Lecture 9
Andreas Moshovos
Spring 2005
The C Switch
Statement
In this section we will be implementing in assembly a C switch statement. Let’s us use a specific example. Assume that we somehow know that a integer variable p takes values in the range of 0 through 7. The code that we are interested in is:
int av;
int bv = 0x12345678;
int cv = 0x11223344;
int p = some constant value;
switch (p)
{
case 0: a = b + c; break;
case 1: a = b - c; break;
case 3: a = b; break;
case 7: a = c; break;
default: a = 0;
}
The default statement is executed in all cases that are not explicitly referred by a “case” statement. Accordingly, our switch statement is equivalent to the following:
switch (p)
{
case 0: a = b + c; break;
case 1: a = b - c; break;
case 3: a = b; break;
case 7: a = c; break;
case 2:
case 4:
case 5:
case 6:
a = 0;
}
The machine code implementation relies on a jump table. A jump table is an array with an element for each possible value of the switch variable (p in our case). The value of each jump table element is an address. This is the address where the code for the corresponding case statement lies in memory. Our assembly implementation with thus have a data segment containing the jumptable with appropriate values. The code will start by using p as an index to read an element from the jumptable (read jumptable[p]). The next step would be to use an appropriate control flow instruction so that execution continues at the address pointed to by the jumptable[p] element.

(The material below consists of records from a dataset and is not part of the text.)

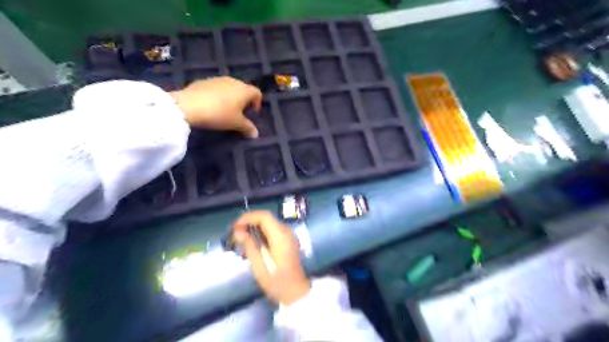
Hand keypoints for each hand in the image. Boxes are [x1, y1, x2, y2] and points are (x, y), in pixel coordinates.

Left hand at [168, 76, 261, 136]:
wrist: (189, 105)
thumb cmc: (220, 114)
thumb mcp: (236, 124)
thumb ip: (248, 128)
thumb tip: (256, 134)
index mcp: (244, 90)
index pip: (257, 93)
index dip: (257, 103)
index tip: (252, 114)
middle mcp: (233, 81)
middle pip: (244, 89)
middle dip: (244, 100)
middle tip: (239, 113)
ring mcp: (218, 79)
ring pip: (230, 88)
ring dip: (231, 97)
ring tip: (225, 110)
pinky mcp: (204, 81)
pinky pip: (217, 88)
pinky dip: (218, 95)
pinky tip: (211, 105)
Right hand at [233, 212, 309, 304]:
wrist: (296, 292)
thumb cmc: (277, 282)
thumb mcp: (259, 266)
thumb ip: (249, 246)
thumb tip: (238, 231)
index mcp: (281, 236)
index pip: (264, 216)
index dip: (248, 218)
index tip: (235, 227)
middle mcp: (286, 231)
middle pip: (266, 218)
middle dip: (249, 222)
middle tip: (235, 234)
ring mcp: (289, 235)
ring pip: (269, 223)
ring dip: (254, 227)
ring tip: (241, 239)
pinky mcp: (288, 240)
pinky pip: (273, 230)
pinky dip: (261, 232)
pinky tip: (252, 243)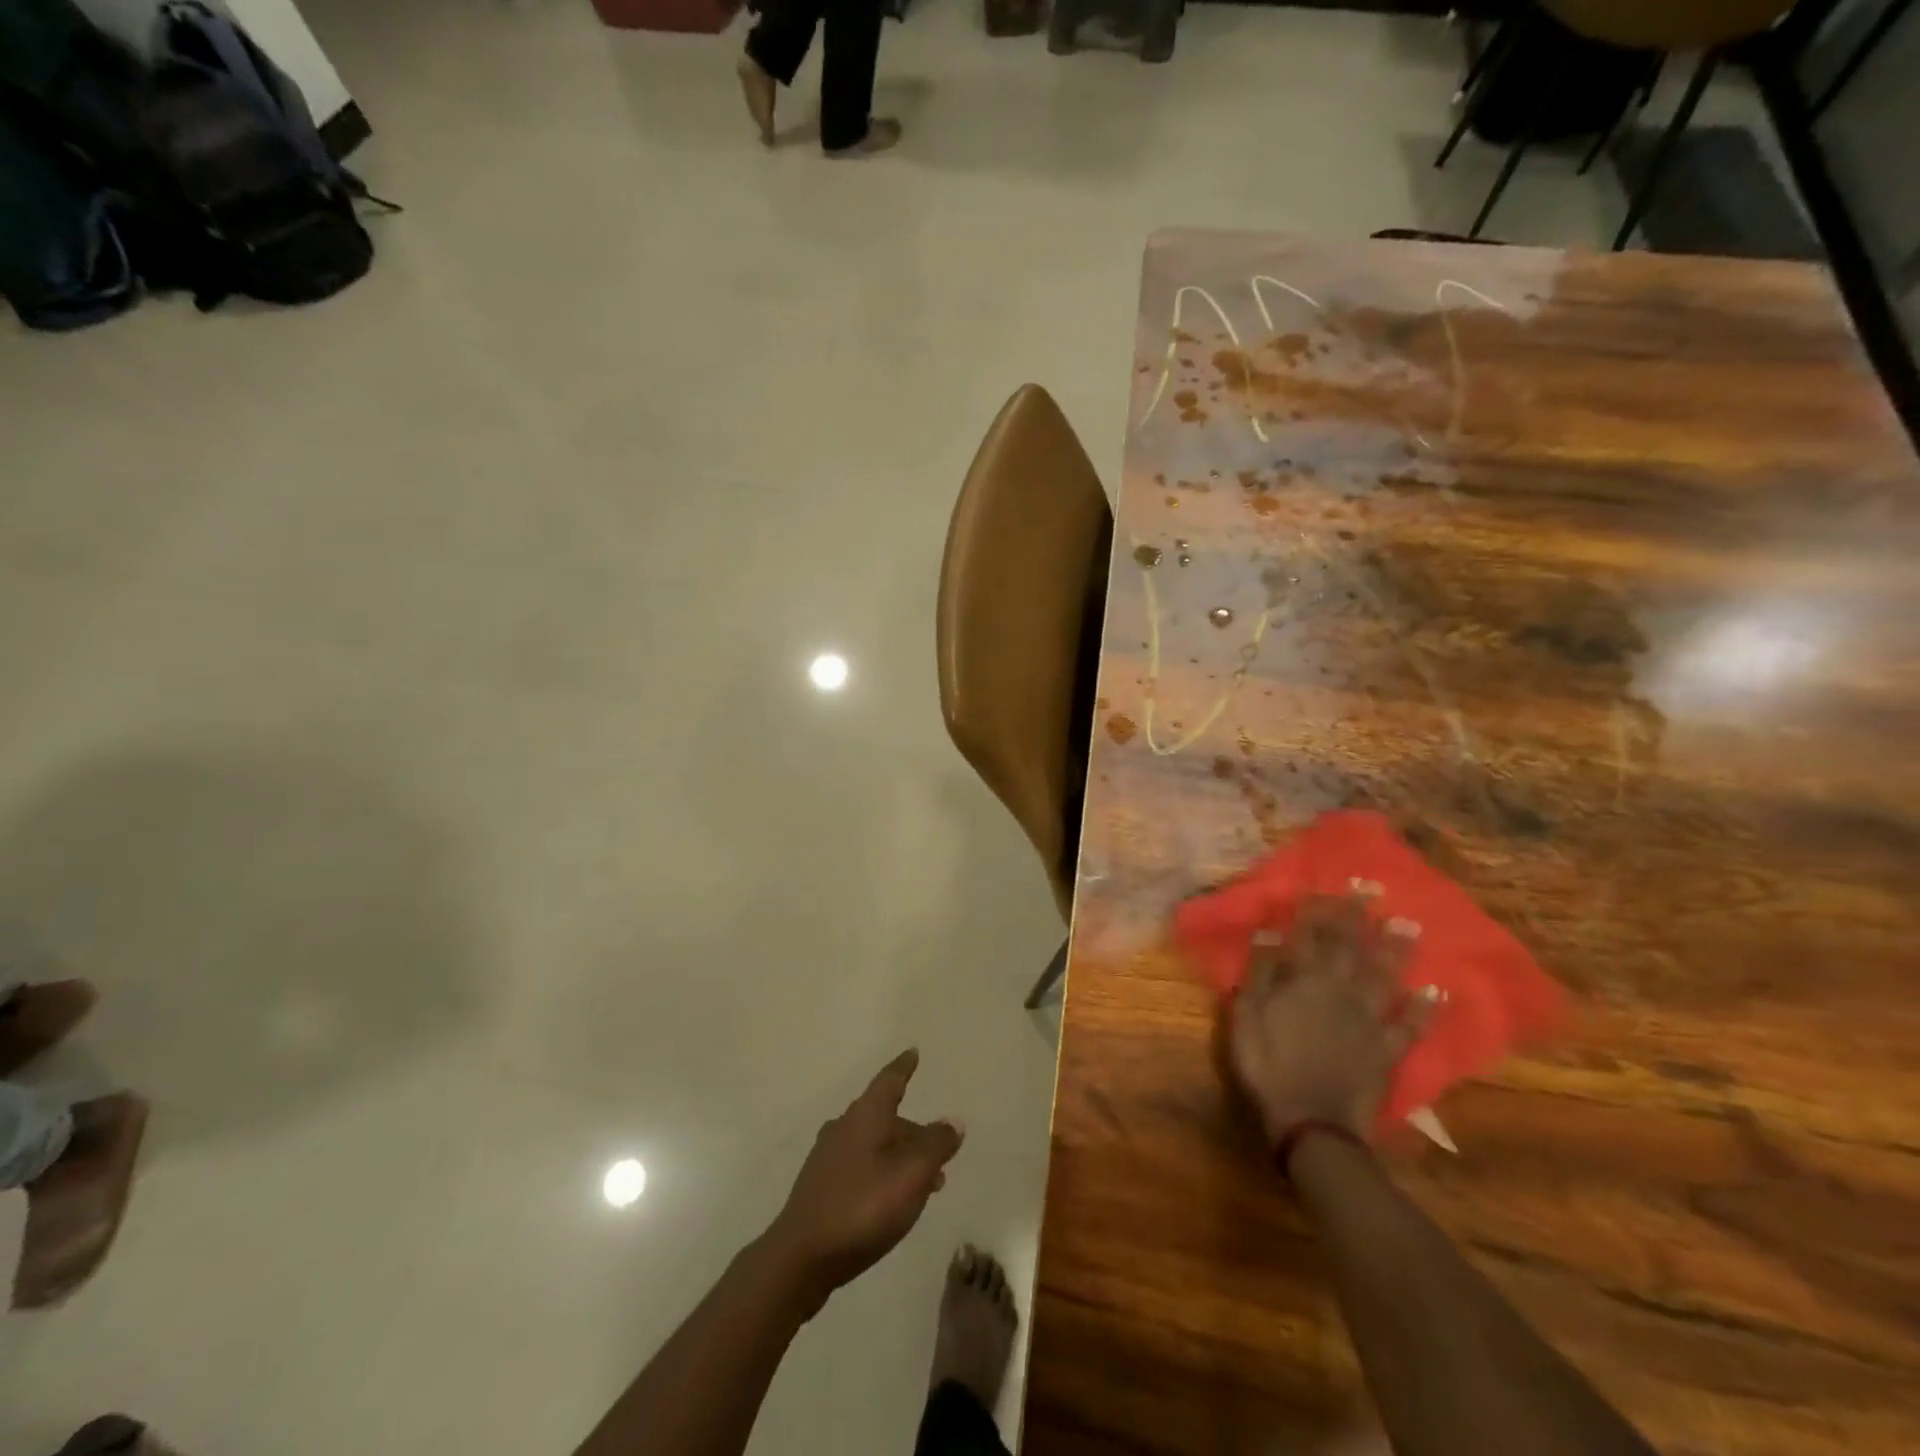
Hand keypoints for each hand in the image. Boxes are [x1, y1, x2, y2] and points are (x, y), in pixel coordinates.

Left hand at [764, 1049, 963, 1311]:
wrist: (801, 1257)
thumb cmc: (862, 1206)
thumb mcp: (912, 1174)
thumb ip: (936, 1144)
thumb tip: (953, 1120)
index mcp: (865, 1115)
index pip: (890, 1080)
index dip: (904, 1067)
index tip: (913, 1053)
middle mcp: (844, 1127)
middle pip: (884, 1116)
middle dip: (912, 1130)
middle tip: (939, 1147)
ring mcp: (828, 1157)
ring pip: (874, 1144)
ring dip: (900, 1156)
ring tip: (927, 1181)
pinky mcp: (820, 1187)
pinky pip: (861, 1166)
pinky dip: (882, 1172)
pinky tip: (893, 1199)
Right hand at [1229, 895, 1437, 1144]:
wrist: (1312, 1123)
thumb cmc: (1268, 1066)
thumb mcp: (1247, 1017)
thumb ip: (1260, 974)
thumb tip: (1270, 934)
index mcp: (1303, 981)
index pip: (1309, 936)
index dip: (1315, 910)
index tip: (1323, 885)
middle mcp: (1340, 991)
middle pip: (1349, 947)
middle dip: (1357, 916)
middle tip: (1369, 888)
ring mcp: (1369, 1019)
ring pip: (1384, 976)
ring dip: (1396, 949)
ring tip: (1408, 924)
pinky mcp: (1387, 1049)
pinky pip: (1410, 1025)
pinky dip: (1425, 1008)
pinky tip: (1437, 991)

Here’s the implementation in assembly. The embedded comments explain the logic behind this code. This is by no means the best implementation of each required step. We will progressively see better ways of calculating arrays indexes and of accessing memory variables.
org $30000
; the jumpTable follows, each element is a code label that will be defined later on
jTable dc.l case0,case1,case2,case3,case4,case5,case6,case7
va dc.l $0 ; variable a
vb dc.l $12345678 ; variable b
vc: dc.l $11223344 ; variable c
vp: dc.l $3 ; variable p
org $20000
start
; we want to read element jTable[p]
; this is at address jTable + 4 x p in memory since each jTable element is four bytes long
movea.l #jTable, a0 ; [a0] = &jTable[0] the address where the jTable array starts at in memory
; notice the different between #vp and just vp. The first is the value of label vp
; this is $30000 in our case. Just vp refers to the memory contents at vp
; this would be case0 in our case
move.l vp, d0 ; read the value of variable p into the d register
add.l d0, d0 ; [d0] = 2 x p
add.l d0, d0 ; [d0] = (2 x p) + (2 x p) = 4 x p
adda.l d0, a0 ; [a0] = jTable + 4 x p
movea.l (a0), a0 ; [a0] = jTable[p]
jmp (a0) ; [pc] = jTable[p] (see discussion below)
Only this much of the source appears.